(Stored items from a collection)

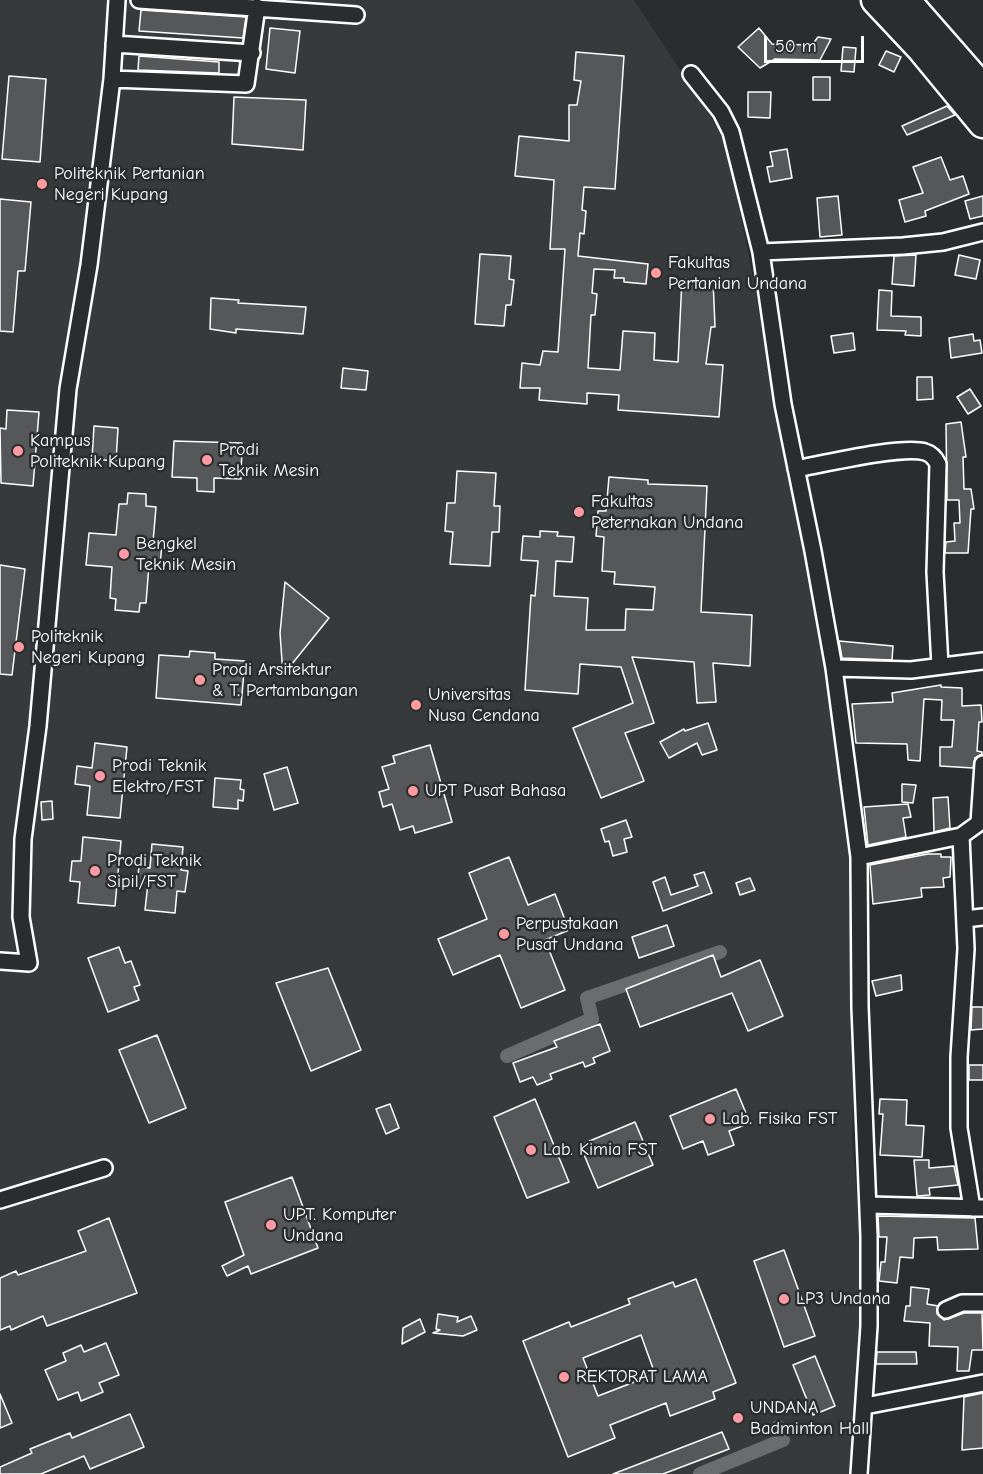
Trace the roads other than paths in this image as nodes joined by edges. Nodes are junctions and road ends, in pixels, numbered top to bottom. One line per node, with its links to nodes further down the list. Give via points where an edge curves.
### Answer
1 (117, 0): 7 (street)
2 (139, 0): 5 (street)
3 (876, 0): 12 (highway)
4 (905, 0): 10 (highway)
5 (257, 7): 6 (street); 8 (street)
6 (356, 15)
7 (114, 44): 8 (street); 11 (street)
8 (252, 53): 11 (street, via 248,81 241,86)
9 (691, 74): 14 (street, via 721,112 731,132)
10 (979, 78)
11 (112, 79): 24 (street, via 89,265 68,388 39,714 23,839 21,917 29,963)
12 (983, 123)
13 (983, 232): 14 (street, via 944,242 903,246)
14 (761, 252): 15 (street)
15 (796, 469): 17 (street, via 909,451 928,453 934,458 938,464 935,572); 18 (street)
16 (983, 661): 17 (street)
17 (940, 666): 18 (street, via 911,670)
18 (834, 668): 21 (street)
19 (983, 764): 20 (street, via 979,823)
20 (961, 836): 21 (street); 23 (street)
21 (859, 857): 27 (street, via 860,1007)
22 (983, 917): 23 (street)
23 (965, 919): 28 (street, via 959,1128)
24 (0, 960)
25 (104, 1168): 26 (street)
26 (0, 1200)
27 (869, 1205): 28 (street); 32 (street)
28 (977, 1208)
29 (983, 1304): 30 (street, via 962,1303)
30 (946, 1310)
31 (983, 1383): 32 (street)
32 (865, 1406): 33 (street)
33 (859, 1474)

Problem description
Copy the data word for word, no pictures.

Result of the task
Trace the roads other than paths in this image as nodes joined by edges. Nodes are junctions and road ends, in pixels, numbered top to bottom. One line per node, with its links to nodes further down the list. Give via points where an edge curves.
### Answer
1 (117, 0): 7 (street)
2 (139, 0): 5 (street)
3 (876, 0): 12 (highway)
4 (905, 0): 10 (highway)
5 (257, 7): 6 (street); 8 (street)
6 (356, 15)
7 (114, 44): 8 (street); 11 (street)
8 (252, 53): 11 (street, via 248,81 241,86)
9 (691, 74): 14 (street, via 721,112 731,132)
10 (979, 78)
11 (112, 79): 24 (street, via 89,265 68,388 39,714 23,839 21,917 29,963)
12 (983, 123)
13 (983, 232): 14 (street, via 944,242 903,246)
14 (761, 252): 15 (street)
15 (796, 469): 17 (street, via 909,451 928,453 934,458 938,464 935,572); 18 (street)
16 (983, 661): 17 (street)
17 (940, 666): 18 (street, via 911,670)
18 (834, 668): 21 (street)
19 (983, 764): 20 (street, via 979,823)
20 (961, 836): 21 (street); 23 (street)
21 (859, 857): 27 (street, via 860,1007)
22 (983, 917): 23 (street)
23 (965, 919): 28 (street, via 959,1128)
24 (0, 960)
25 (104, 1168): 26 (street)
26 (0, 1200)
27 (869, 1205): 28 (street); 32 (street)
28 (977, 1208)
29 (983, 1304): 30 (street, via 962,1303)
30 (946, 1310)
31 (983, 1383): 32 (street)
32 (865, 1406): 33 (street)
33 (859, 1474)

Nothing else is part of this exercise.